Work to be completed:
Beginning with the first line of the entries below, quote each line until you reach and include the line with "Which roads connect".

Extracted information START

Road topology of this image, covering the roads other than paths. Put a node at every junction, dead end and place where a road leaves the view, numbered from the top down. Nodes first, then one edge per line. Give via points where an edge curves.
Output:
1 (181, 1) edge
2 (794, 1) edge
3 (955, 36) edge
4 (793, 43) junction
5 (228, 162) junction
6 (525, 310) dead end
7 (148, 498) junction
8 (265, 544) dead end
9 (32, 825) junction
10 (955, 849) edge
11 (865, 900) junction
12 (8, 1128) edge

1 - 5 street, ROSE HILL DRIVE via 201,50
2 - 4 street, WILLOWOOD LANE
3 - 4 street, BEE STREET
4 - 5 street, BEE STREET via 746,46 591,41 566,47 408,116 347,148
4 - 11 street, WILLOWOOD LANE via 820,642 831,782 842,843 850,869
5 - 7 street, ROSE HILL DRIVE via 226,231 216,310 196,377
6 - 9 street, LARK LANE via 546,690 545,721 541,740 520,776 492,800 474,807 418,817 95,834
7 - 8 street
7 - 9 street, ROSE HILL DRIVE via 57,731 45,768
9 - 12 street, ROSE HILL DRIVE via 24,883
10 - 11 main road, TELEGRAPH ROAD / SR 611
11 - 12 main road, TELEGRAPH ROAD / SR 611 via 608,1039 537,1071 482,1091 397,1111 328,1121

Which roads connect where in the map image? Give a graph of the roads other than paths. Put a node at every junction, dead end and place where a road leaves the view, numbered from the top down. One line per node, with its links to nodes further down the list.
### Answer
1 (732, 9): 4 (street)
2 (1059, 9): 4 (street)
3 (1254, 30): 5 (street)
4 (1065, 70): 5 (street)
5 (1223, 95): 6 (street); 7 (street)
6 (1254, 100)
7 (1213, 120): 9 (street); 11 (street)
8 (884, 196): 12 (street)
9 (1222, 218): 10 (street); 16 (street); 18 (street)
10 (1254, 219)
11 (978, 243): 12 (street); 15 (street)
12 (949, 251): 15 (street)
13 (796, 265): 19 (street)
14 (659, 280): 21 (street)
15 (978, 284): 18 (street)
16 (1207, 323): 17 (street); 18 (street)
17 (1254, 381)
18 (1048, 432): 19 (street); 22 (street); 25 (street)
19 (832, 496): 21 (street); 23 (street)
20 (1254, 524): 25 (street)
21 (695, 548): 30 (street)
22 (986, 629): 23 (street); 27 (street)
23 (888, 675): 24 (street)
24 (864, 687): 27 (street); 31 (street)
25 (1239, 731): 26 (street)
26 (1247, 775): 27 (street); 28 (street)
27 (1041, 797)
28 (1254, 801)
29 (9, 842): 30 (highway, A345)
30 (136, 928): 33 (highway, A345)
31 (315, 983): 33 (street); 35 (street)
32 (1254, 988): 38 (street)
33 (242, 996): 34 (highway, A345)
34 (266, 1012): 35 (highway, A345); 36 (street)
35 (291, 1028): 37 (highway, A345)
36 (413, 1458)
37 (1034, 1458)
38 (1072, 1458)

Extracted information END

Output of the exercise:
Road topology of this image, covering the roads other than paths. Put a node at every junction, dead end and place where a road leaves the view, numbered from the top down. Nodes first, then one edge per line. Give via points where an edge curves.
Output:
1 (181, 1) edge
2 (794, 1) edge
3 (955, 36) edge
4 (793, 43) junction
5 (228, 162) junction
6 (525, 310) dead end
7 (148, 498) junction
8 (265, 544) dead end
9 (32, 825) junction
10 (955, 849) edge
11 (865, 900) junction
12 (8, 1128) edge

1 - 5 street, ROSE HILL DRIVE via 201,50
2 - 4 street, WILLOWOOD LANE
3 - 4 street, BEE STREET
4 - 5 street, BEE STREET via 746,46 591,41 566,47 408,116 347,148
4 - 11 street, WILLOWOOD LANE via 820,642 831,782 842,843 850,869
5 - 7 street, ROSE HILL DRIVE via 226,231 216,310 196,377
6 - 9 street, LARK LANE via 546,690 545,721 541,740 520,776 492,800 474,807 418,817 95,834
7 - 8 street
7 - 9 street, ROSE HILL DRIVE via 57,731 45,768
9 - 12 street, ROSE HILL DRIVE via 24,883
10 - 11 main road, TELEGRAPH ROAD / SR 611
11 - 12 main road, TELEGRAPH ROAD / SR 611 via 608,1039 537,1071 482,1091 397,1111 328,1121

Which roads connect where in the map image? Give a graph of the roads other than paths. Put a node at every junction, dead end and place where a road leaves the view, numbered from the top down. One line per node, with its links to nodes further down the list.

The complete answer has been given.